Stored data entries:
Start of Block

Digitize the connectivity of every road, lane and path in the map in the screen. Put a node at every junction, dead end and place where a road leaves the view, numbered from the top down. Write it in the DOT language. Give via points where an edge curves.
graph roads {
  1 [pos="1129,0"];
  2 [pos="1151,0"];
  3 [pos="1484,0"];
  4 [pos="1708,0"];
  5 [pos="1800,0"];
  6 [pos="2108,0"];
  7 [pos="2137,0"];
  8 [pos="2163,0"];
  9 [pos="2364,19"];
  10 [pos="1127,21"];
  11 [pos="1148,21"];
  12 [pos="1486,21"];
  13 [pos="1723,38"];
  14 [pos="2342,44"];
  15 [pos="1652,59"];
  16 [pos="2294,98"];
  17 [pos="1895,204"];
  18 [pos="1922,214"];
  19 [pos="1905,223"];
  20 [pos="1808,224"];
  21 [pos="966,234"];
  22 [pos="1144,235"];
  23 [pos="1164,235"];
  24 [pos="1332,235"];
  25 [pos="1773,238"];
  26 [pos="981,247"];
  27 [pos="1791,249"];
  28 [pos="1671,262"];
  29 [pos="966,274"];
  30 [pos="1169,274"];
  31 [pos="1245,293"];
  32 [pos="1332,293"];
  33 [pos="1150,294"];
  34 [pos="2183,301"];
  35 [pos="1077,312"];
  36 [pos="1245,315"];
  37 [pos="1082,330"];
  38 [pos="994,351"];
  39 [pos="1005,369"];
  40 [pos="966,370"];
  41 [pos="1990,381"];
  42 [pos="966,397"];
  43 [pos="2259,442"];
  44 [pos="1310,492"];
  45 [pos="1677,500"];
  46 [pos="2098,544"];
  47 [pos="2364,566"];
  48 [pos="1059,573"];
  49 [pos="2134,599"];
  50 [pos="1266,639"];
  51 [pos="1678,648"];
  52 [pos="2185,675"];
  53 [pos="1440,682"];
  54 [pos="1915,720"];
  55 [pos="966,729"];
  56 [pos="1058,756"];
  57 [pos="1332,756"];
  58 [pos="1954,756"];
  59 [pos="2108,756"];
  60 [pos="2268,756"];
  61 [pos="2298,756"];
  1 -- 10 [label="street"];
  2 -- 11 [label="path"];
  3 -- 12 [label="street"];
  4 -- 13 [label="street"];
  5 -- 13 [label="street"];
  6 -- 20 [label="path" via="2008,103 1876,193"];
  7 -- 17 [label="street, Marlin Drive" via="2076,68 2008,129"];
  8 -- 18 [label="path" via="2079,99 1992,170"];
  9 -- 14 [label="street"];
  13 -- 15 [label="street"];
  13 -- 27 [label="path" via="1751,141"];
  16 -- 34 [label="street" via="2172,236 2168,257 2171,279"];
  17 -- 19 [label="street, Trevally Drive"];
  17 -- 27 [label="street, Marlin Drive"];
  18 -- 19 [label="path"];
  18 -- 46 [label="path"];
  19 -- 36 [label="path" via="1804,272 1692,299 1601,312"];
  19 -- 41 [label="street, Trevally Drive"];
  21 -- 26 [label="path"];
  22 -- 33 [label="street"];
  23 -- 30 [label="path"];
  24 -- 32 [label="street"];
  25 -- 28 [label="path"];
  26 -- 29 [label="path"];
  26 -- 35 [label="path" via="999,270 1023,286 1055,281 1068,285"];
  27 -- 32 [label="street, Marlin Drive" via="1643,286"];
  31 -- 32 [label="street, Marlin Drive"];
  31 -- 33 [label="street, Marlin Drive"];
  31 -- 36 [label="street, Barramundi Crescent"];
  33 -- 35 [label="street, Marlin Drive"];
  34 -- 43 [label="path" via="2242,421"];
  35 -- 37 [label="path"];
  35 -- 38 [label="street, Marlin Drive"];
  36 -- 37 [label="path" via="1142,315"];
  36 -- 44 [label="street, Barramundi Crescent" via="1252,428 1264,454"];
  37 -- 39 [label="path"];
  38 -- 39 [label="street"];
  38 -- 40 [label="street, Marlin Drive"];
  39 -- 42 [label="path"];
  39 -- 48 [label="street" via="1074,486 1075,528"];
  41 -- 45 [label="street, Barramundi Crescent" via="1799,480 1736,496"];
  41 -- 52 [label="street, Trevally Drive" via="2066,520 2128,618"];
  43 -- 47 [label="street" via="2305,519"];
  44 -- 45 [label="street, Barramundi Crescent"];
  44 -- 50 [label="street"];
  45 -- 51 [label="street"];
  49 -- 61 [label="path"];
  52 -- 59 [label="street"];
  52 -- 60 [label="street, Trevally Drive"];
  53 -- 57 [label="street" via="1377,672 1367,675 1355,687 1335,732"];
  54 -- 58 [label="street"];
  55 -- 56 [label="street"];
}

End of Block

What the task requires: For this exercise, give the entries above again with no difference at all.

Your solution:
Digitize the connectivity of every road, lane and path in the map in the screen. Put a node at every junction, dead end and place where a road leaves the view, numbered from the top down. Write it in the DOT language. Give via points where an edge curves.
graph roads {
  1 [pos="1129,0"];
  2 [pos="1151,0"];
  3 [pos="1484,0"];
  4 [pos="1708,0"];
  5 [pos="1800,0"];
  6 [pos="2108,0"];
  7 [pos="2137,0"];
  8 [pos="2163,0"];
  9 [pos="2364,19"];
  10 [pos="1127,21"];
  11 [pos="1148,21"];
  12 [pos="1486,21"];
  13 [pos="1723,38"];
  14 [pos="2342,44"];
  15 [pos="1652,59"];
  16 [pos="2294,98"];
  17 [pos="1895,204"];
  18 [pos="1922,214"];
  19 [pos="1905,223"];
  20 [pos="1808,224"];
  21 [pos="966,234"];
  22 [pos="1144,235"];
  23 [pos="1164,235"];
  24 [pos="1332,235"];
  25 [pos="1773,238"];
  26 [pos="981,247"];
  27 [pos="1791,249"];
  28 [pos="1671,262"];
  29 [pos="966,274"];
  30 [pos="1169,274"];
  31 [pos="1245,293"];
  32 [pos="1332,293"];
  33 [pos="1150,294"];
  34 [pos="2183,301"];
  35 [pos="1077,312"];
  36 [pos="1245,315"];
  37 [pos="1082,330"];
  38 [pos="994,351"];
  39 [pos="1005,369"];
  40 [pos="966,370"];
  41 [pos="1990,381"];
  42 [pos="966,397"];
  43 [pos="2259,442"];
  44 [pos="1310,492"];
  45 [pos="1677,500"];
  46 [pos="2098,544"];
  47 [pos="2364,566"];
  48 [pos="1059,573"];
  49 [pos="2134,599"];
  50 [pos="1266,639"];
  51 [pos="1678,648"];
  52 [pos="2185,675"];
  53 [pos="1440,682"];
  54 [pos="1915,720"];
  55 [pos="966,729"];
  56 [pos="1058,756"];
  57 [pos="1332,756"];
  58 [pos="1954,756"];
  59 [pos="2108,756"];
  60 [pos="2268,756"];
  61 [pos="2298,756"];
  1 -- 10 [label="street"];
  2 -- 11 [label="path"];
  3 -- 12 [label="street"];
  4 -- 13 [label="street"];
  5 -- 13 [label="street"];
  6 -- 20 [label="path" via="2008,103 1876,193"];
  7 -- 17 [label="street, Marlin Drive" via="2076,68 2008,129"];
  8 -- 18 [label="path" via="2079,99 1992,170"];
  9 -- 14 [label="street"];
  13 -- 15 [label="street"];
  13 -- 27 [label="path" via="1751,141"];
  16 -- 34 [label="street" via="2172,236 2168,257 2171,279"];
  17 -- 19 [label="street, Trevally Drive"];
  17 -- 27 [label="street, Marlin Drive"];
  18 -- 19 [label="path"];
  18 -- 46 [label="path"];
  19 -- 36 [label="path" via="1804,272 1692,299 1601,312"];
  19 -- 41 [label="street, Trevally Drive"];
  21 -- 26 [label="path"];
  22 -- 33 [label="street"];
  23 -- 30 [label="path"];
  24 -- 32 [label="street"];
  25 -- 28 [label="path"];
  26 -- 29 [label="path"];
  26 -- 35 [label="path" via="999,270 1023,286 1055,281 1068,285"];
  27 -- 32 [label="street, Marlin Drive" via="1643,286"];
  31 -- 32 [label="street, Marlin Drive"];
  31 -- 33 [label="street, Marlin Drive"];
  31 -- 36 [label="street, Barramundi Crescent"];
  33 -- 35 [label="street, Marlin Drive"];
  34 -- 43 [label="path" via="2242,421"];
  35 -- 37 [label="path"];
  35 -- 38 [label="street, Marlin Drive"];
  36 -- 37 [label="path" via="1142,315"];
  36 -- 44 [label="street, Barramundi Crescent" via="1252,428 1264,454"];
  37 -- 39 [label="path"];
  38 -- 39 [label="street"];
  38 -- 40 [label="street, Marlin Drive"];
  39 -- 42 [label="path"];
  39 -- 48 [label="street" via="1074,486 1075,528"];
  41 -- 45 [label="street, Barramundi Crescent" via="1799,480 1736,496"];
  41 -- 52 [label="street, Trevally Drive" via="2066,520 2128,618"];
  43 -- 47 [label="street" via="2305,519"];
  44 -- 45 [label="street, Barramundi Crescent"];
  44 -- 50 [label="street"];
  45 -- 51 [label="street"];
  49 -- 61 [label="path"];
  52 -- 59 [label="street"];
  52 -- 60 [label="street, Trevally Drive"];
  53 -- 57 [label="street" via="1377,672 1367,675 1355,687 1335,732"];
  54 -- 58 [label="street"];
  55 -- 56 [label="street"];
}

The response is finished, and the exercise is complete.